5. Na conferência “O Conceito de Tempo” (1924), Heidegger verte as affectiones do texto agostiniano pelo neologismo Befindlichkeit, reunindo numa designação única o que caracteriza a porosidade afectiva: a permeabilidade do sentir e do sentir-se, que dá sentido ao que é sentido, e que expressa três coisas:

  • O deixar-se afectar (intencionalidade implícita).
  • A repercussão disso num estar/sentir-se afectado, que retém e guarda no sentimento o percebido.
  • A afeição, o vínculo de quem se deixa afectar com o que veio afectá-lo, que afecta a compreensão deste último e de tudo o que com ele se manifesta.

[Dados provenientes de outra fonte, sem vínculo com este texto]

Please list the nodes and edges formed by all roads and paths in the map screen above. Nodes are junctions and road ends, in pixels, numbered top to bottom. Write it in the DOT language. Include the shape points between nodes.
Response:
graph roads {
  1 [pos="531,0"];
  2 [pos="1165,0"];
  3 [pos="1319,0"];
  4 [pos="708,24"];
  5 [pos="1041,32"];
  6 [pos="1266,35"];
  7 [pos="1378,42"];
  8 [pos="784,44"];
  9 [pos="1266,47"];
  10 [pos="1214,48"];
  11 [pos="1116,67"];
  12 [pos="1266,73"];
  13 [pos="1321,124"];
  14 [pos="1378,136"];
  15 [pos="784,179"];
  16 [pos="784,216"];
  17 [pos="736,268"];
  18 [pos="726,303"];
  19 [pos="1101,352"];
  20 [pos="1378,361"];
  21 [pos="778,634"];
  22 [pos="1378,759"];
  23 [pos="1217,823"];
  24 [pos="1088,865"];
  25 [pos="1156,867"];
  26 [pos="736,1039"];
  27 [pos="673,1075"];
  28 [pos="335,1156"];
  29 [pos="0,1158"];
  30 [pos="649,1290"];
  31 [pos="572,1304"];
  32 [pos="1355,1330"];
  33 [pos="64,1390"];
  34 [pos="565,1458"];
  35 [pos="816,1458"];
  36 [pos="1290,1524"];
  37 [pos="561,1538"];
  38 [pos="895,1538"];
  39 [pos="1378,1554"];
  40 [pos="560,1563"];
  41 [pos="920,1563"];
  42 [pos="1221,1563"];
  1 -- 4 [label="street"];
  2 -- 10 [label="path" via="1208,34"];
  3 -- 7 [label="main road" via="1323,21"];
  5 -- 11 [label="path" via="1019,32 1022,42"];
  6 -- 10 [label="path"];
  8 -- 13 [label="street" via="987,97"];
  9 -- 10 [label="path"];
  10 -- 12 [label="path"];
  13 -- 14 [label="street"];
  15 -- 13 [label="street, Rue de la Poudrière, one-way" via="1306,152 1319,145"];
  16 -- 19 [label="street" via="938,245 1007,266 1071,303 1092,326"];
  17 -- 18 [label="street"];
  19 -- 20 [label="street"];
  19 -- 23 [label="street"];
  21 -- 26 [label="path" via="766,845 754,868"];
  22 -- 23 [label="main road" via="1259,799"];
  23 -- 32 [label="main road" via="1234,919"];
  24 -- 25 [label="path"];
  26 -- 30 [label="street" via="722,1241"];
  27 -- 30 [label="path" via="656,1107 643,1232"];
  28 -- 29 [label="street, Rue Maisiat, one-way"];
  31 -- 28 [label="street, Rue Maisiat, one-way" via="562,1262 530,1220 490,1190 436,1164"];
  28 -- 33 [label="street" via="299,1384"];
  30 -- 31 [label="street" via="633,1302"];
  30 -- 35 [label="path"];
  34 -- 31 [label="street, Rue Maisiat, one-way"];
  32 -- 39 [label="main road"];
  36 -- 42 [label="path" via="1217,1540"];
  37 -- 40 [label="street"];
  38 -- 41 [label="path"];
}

6. Em Ser e Tempo, a afectividade (Befindlichkeit) é descrita como co-originária relativamente ao compreender e, com este, já de antemão discursivamente articulada na produção de sentido; enquanto “existencial”, ela não é um mero estado de ânimo particular (Stimmung), mas o estar de antemão afinado (Gestimmstein) com o que se nos dá e aparece, e a dimensão afectiva do Dasein converte-se em categoria ontológica, pois nada do que se dá e percebe carece de cunho afectivo.

7. A análise das Stimmungen concretas em Ser e Tempo, como o medo, é feita a título exemplar para revelar a estrutura da afectividade em geral, que é triádica:

  • O Wovor (ante quê): algo intramundano, temível, que tem o carácter de ameaçador (Bedrohlichkeit).
  • O Fürchten (temer propriamente dito): articulação dinâmica do que é ameaçador com aquele em virtude de quem a ameaça tem sentido.
  • O Worum (em virtude de quê): o próprio Dasein, que constitui o terceiro momento.

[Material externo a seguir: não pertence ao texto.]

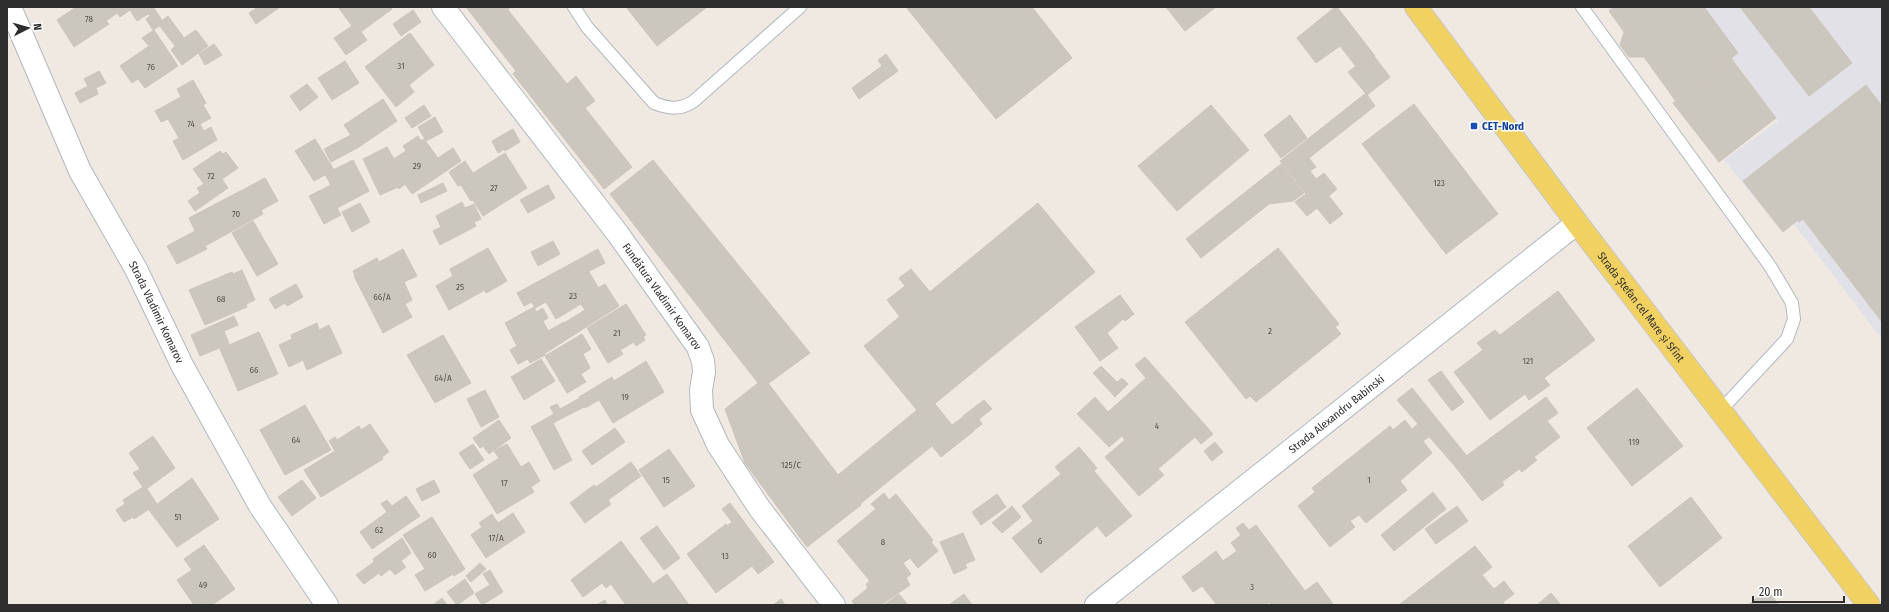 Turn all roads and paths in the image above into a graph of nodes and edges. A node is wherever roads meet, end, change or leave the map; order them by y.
1 (10, 7) edge
2 (443, 7) edge
3 (574, 7) edge
4 (800, 7) edge
5 (1416, 7) edge
6 (1582, 7) edge
7 (1577, 223) junction
8 (1720, 411) junction
9 (327, 605) edge
10 (834, 605) edge
11 (1096, 605) edge
12 (1869, 605) edge

1 - 9 street, Strada Vladimir Komarov
2 - 10 street, Fundătura Vladimir Komarov
3 - 4 lane
5 - 7 main road, Strada Ștefan cel Mare și Sfînt
6 - 8 lane
7 - 8 main road, Strada Ștefan cel Mare și Sfînt
7 - 11 street, Strada Alexandru Babinski
8 - 12 main road, Strada Ștefan cel Mare și Sfînt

8. O medo modula-se segundo diversas possibilidades: susto (Erschrecken), terror (Entsetzen), horror (Grauen), timidez, temor reverente, ansiedade, estupor, entre outros, mas em todas as modalidades há um denominador comum (o Perigo) que, no entanto, só vem a ser tratado na estrutura da obra no capítulo dedicado ao cuidado, com a angústia.

9. A angústia não é uma mera Stimmung ancorada no intramundano, mas uma Grundbefindlichkeit do próprio Dasein, a inquietude em que consiste a compreensão explícita da absoluta finitude do Dasein; ela não tem um correlato intencional autêntico, pois o “Perigo” que detecta é absolutamente indeterminado, sendo a ameaça do absolutamente inquietante, a que o Dasein se sente intimamente exposto, e expressa em uníssono a estrutura ontológica total do cuidado: Befindlichkeit, Verstehen, Rede no seu sentido e exercício mais próprios (Eigentlichkeit).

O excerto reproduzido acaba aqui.